TERCER DOMINGO DE ADVIENTO

ISAÍAS:
– La gran alegría que trae el profeta Isaías es el año de gracia del Señor, es que Dios nos trae la salvación, que Dios nos trae un mensaje de salvación una buena noticia, pero que no se queda en palabras huecas, sino que es una acción de salvación con los pobres, es curar los corazones desgarrados, es proclamar amnistía a los cautivos, y a los prisioneros la libertad.
– Son muchas las simbologías por las que nos muestra el profeta su alegría por la intervención De Dios en su vida y en la del pueblo, como un Dios que salva y ama de forma entrañable a su pueblo. La imagen de La Corona que se pone el novio, o como se adorna la novia; incluso a nivel vegetal como crecen y son lozanas las plantas.
– Nuestra alegría viene de que Dios quiere que todos los hombres se salven, que todos los hombres estén alegres, que den fruto abundante, y que el mundo abundo la justicia, la misericordia y La Paz.

SALMO:
“Me alegro con mi Dios”
Hoy rezamos el Magnificat de la Virgen María, en lugar de un salmo del Antiguo Testamento, y es de verdad un cántico de alegría agradecida a Dios por es MI SALVADOR. La Virgen nos enseña a dar gracias, y a saber cuál es la verdadera alegría. La verdadera alegría está en que Dios se fija en nuestra pobreza, en que Dios nos ama por encima de todo, en que Dios es salvador de nuestro pecado y viene a buscarnos sin cesar. Por eso yo decimos con María nuestra Madre: “Proclama mi alma la grandeza del Señor, se alegra mi espíritu en Dios mi Salvador.”

1 TESALONICENSES:
– San Pablo nos invita a estar siempre alegres en el Señor, pero está alegría san PAblo la concreta en una forma de vivir, nos marca una pauta para que la alegría de la salvación del Señor permanezca en nosotros.
– Lo primero SED CONSTANTES EN ORAR: si tratamos de amistad con Aquel que sabemos que nos ama, tendremos un lugar para descansar todos nuestros agobios, y sobre todo sabremos que Él está siempre con nosotros y esa es fuente de nuestra alegría.
– Vivir con un CORAZÓN AGRADECIDO, esto es dando gracia a Dios por todo, Él ha puesto un camino en nuestra vida, y en él se realiza la historia de salvación De Dios para con nosotros.
– Aprender a vivir quedándonos con lo bueno, y guardándonos de toda clase de mal. Es vivir más con un pensamiento positivo, es buscar lo bueno de las cosas, y no dejar que lo malo nos apodere.
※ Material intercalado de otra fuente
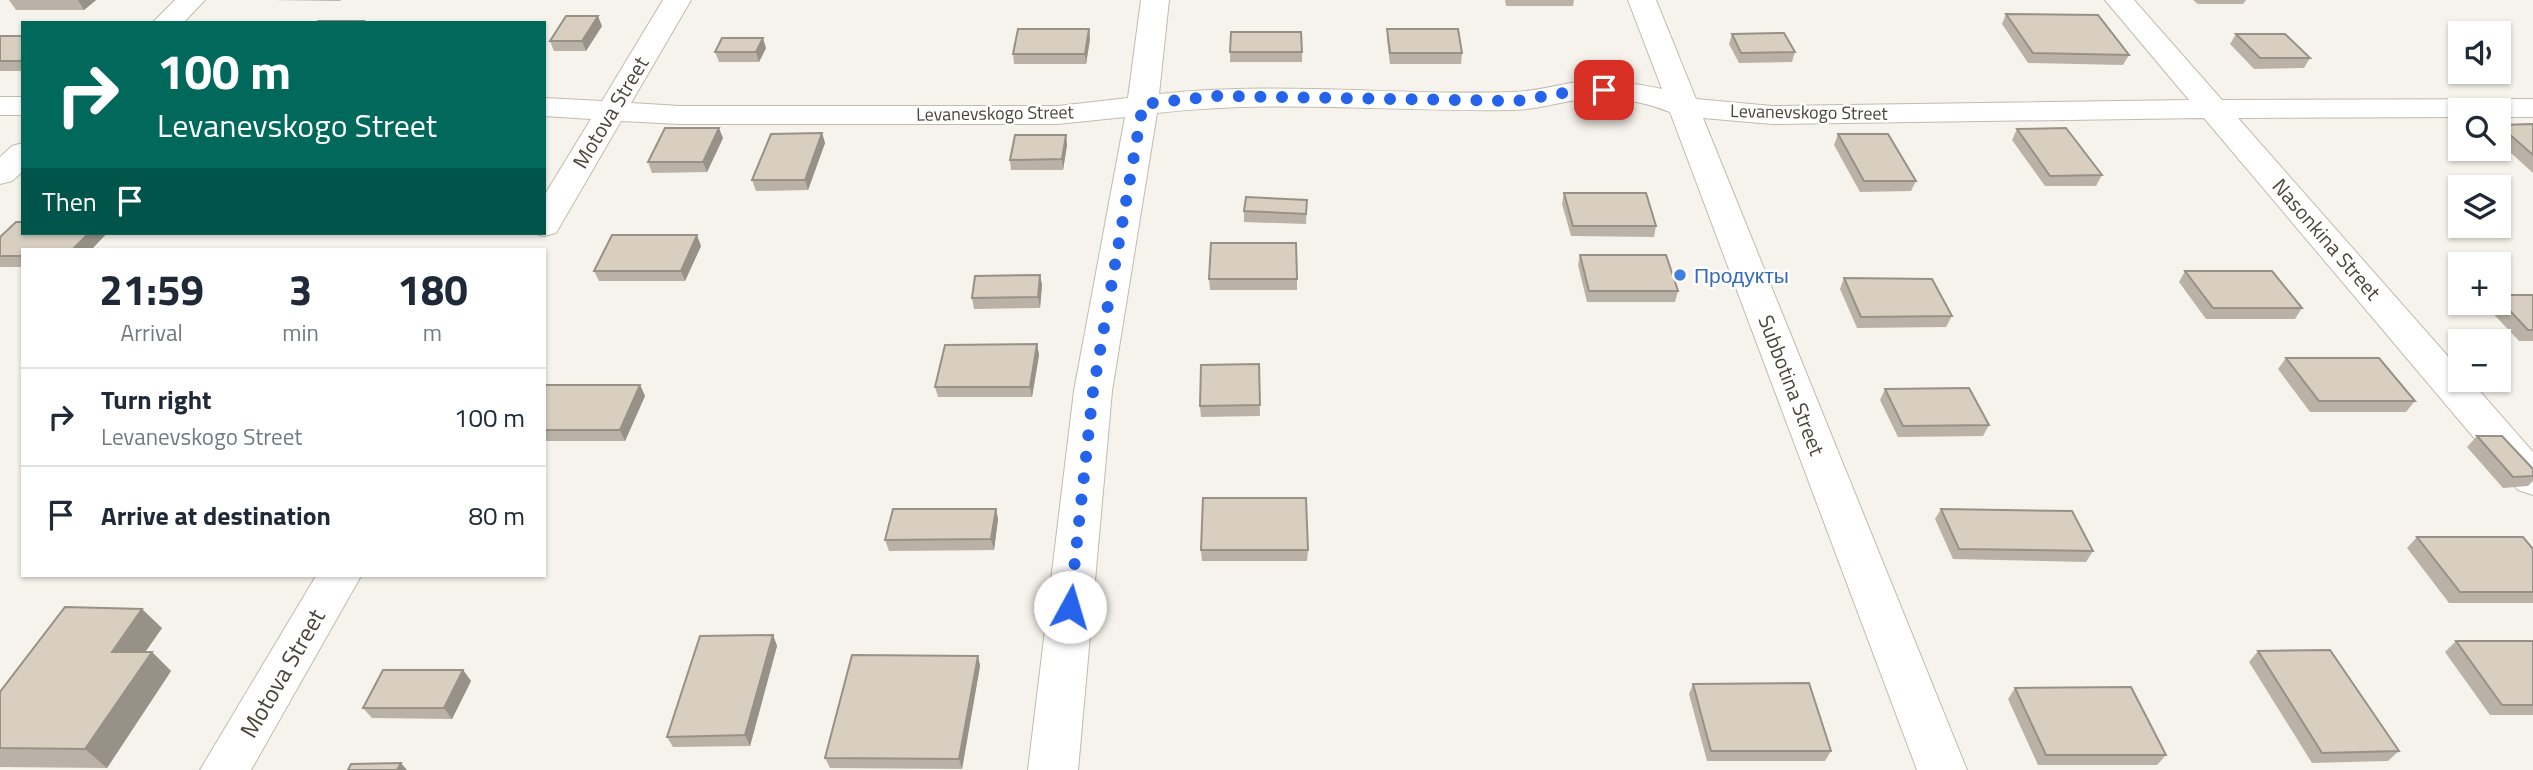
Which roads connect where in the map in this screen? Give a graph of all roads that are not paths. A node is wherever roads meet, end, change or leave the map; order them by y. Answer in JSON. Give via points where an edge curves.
{"nodes":[{"id":1,"x":191,"y":0,"type":"edge"},
{"id":2,"x":677,"y":0,"type":"edge"},
{"id":3,"x":1155,"y":0,"type":"edge"},
{"id":4,"x":1642,"y":0,"type":"edge"},
{"id":5,"x":2119,"y":0,"type":"edge"},
{"id":6,"x":168,"y":21,"type":"edge"},
{"id":7,"x":1143,"y":104,"type":"junction"},
{"id":8,"x":0,"y":106,"type":"edge"},
{"id":9,"x":21,"y":106,"type":"edge"},
{"id":10,"x":546,"y":107,"type":"edge"},
{"id":11,"x":1684,"y":107,"type":"junction"},
{"id":12,"x":2215,"y":108,"type":"junction"},
{"id":13,"x":2533,"y":108,"type":"edge"},
{"id":14,"x":612,"y":110,"type":"junction"},
{"id":15,"x":21,"y":155,"type":"edge"},
{"id":16,"x":0,"y":174,"type":"edge"},
{"id":17,"x":546,"y":222,"type":"edge"},
{"id":18,"x":2533,"y":479,"type":"edge"},
{"id":19,"x":338,"y":577,"type":"edge"},
{"id":20,"x":225,"y":770,"type":"edge"},
{"id":21,"x":1053,"y":770,"type":"edge"},
{"id":22,"x":1942,"y":770,"type":"edge"}],
"edges":[{"from":1,"to":6,"type":"street"},
{"from":2,"to":14,"type":"street","name":"Motova Street"},
{"from":3,"to":7,"type":"street"},
{"from":4,"to":11,"type":"street","name":"Subbotina Street"},
{"from":5,"to":12,"type":"street","name":"Nasonkina Street"},
{"from":7,"to":11,"type":"street","name":"Levanevskogo Street","via":[[1217,96],[1517,101],[1604,90],[1630,91]]},
{"from":7,"to":14,"type":"street","name":"Levanevskogo Street","via":[[1058,115],[680,115]]},
{"from":7,"to":21,"type":"street","via":[[1093,391]]},
{"from":8,"to":9,"type":"street"},
{"from":10,"to":14,"type":"street","name":"Levanevskogo Street"},
{"from":11,"to":12,"type":"street","name":"Levanevskogo Street","via":[[1772,115]]},
{"from":11,"to":22,"type":"street","name":"Subbotina Street"},
{"from":12,"to":13,"type":"street","name":"Levanevskogo Street"},
{"from":12,"to":18,"type":"street","name":"Nasonkina Street"},
{"from":14,"to":17,"type":"street","name":"Motova Street"},
{"from":15,"to":16,"type":"street"},
{"from":19,"to":20,"type":"street","name":"Motova Street"}]}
Esto nos suele pasar lo contrario, nos quedamos con lo malo y esto nos lleva a no disfrutar de las cosas buenas que tiene la vida, y que el Señor nos regala para que se haga su obra en nosotros.
– Mantenernos SIN REPROCHE, esto es que nos alejemos del pecado, que decidamos antes morir que pecar, es vivir en la salvación De Dios, es gozar de su Amor y vivir de él aborreciendo el pecado y todo mal.

JUAN:
– San Juan Bautista también nos quiere mostrar la razón de nuestra alegría, y para ello él sabe que tiene que quitarse de Enmedio, y ante tantas preguntas que le debieron abrumar, solo respondía, yo soy testigo, testimonio de La Luz; yo no soy el Mesías; yo no soy Elías; yo no soy el profeta que tenía que venir; YO SOY LA VOZ QUE GRITA EN EL DESIERTO ALLANAD EL CAMINO DEL SEÑOR. Y dice que su bautizo será más grande que el suyo, y que él no es digno ni de desatarle la sandalia.
– San Juan Bautista así nos lleva a Mirar a otro a Jesús, que es la razón de nuestra alegría, podríamos preguntarnos si de verdad lo es. Pues tenemos en el corazón tantas cosas y podemos en nuestro corazón tantas cosas en las que descansamos y pensamos que son nuestra alegría, pero es un contento pasajero. Por eso el Bautista hoy nos lleva a que nos despojemos de tantas cosas en las que hemos puesto nuestro corazón pero que no han logrado satisfacernos; hay que allanar el camino para que Jesús pueda llegar hasta nosotros, hay que cambiar nuestra idea De Dios en la que su amor, que se entrega en Jesús, sea El Centro de nuestra vida, y la razón de nuestra alegría.
– Busquemos pues vivir un encontró personal con Cristo, esa es nuestra alegría, y es a lo que el Bautista nos invita hoy, a no apartar la mirada de Jesús, El Salvador del mundo: la alegría del corazón De Dios.

María, Madre llévanos a vivir en la alegría de la salvación con un corazón agradecido. Amén.